Я гну этот мир под себя

Письмо от 26 ноября

Марьяна Петровна, вы много пишете о тяжелой женской доле. Я читаю эти пописульки - и внутренне на вас негодую.

Доля у нас, мужчин, тоже не сильно легонькая. И в жизни нам приходится еще и похуже. Давят тут и феминизмы ваши, и общее состояние женской нравственности.

Но есть разница. С трудностями мы справляемся самостоятельно. Не ноем и поддержки у общества не просим. Зубы сожмем - и гнем этот мир. Хоть и давление на нас идет нешуточное.

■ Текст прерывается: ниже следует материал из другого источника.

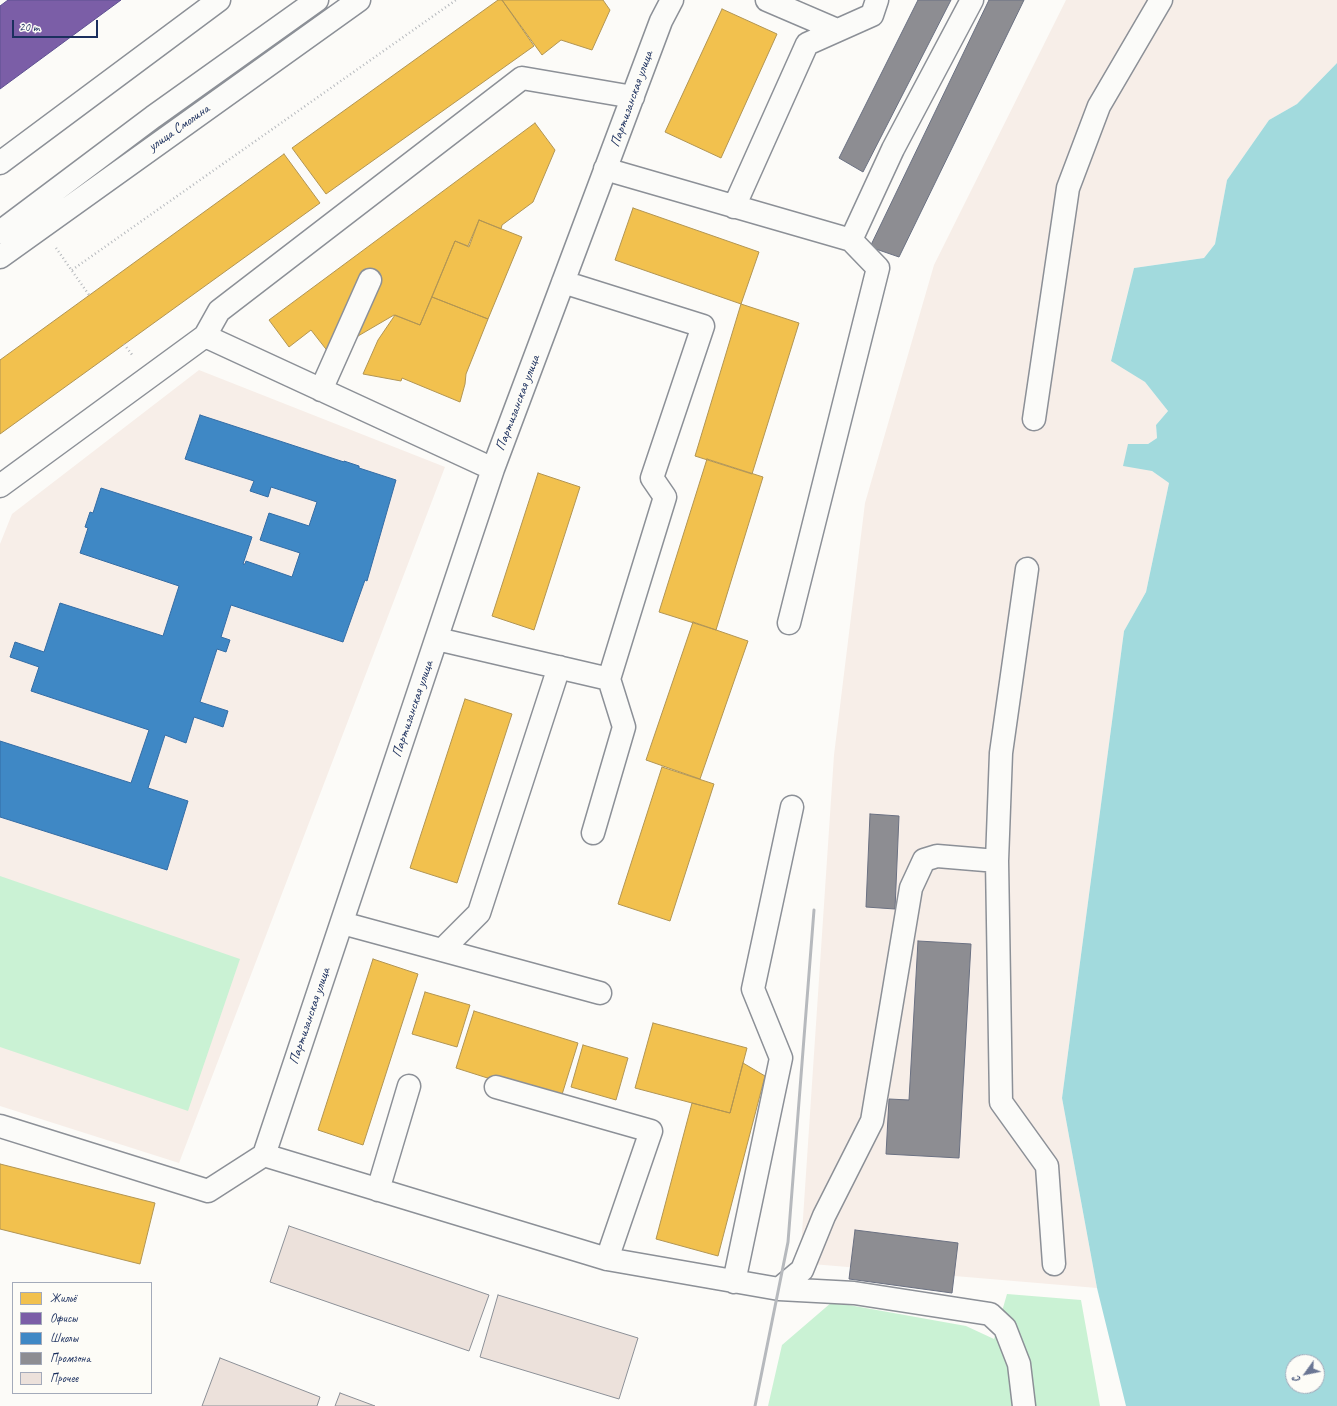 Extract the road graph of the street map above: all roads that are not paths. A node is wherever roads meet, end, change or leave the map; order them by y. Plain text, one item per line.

С первого дня жизни слышим мы одно слово. И слово это: “должен”. Сначала должен правильно захватывать грудь родительницы, далее - придерживаться горшечной дисциплины. Разговаривать членораздельно к трем годам (а лучше к году, чтобы мамуле и бабуле хлопот не доставлять). Не обижать девочек в детсаду. Не обижать их же в школе. Всегда и всюду таскать тяжести. Если тяжестей поблизости нет, то таскать на руках какую-нибудь мадамочку. Идтить в армию. Трудиться в физическом смысле на производствах. Содержать семью - мадамочку и потомков. И далее по кругу: не обижать, правильно захватывать, говорить членораздельно. Но говорить лишь единственную фразу: “Забирай, дорогая, всю мою зарплату”. Тогда тебя назовут “настоящим мужиком” и потерпят в семье какое-то время.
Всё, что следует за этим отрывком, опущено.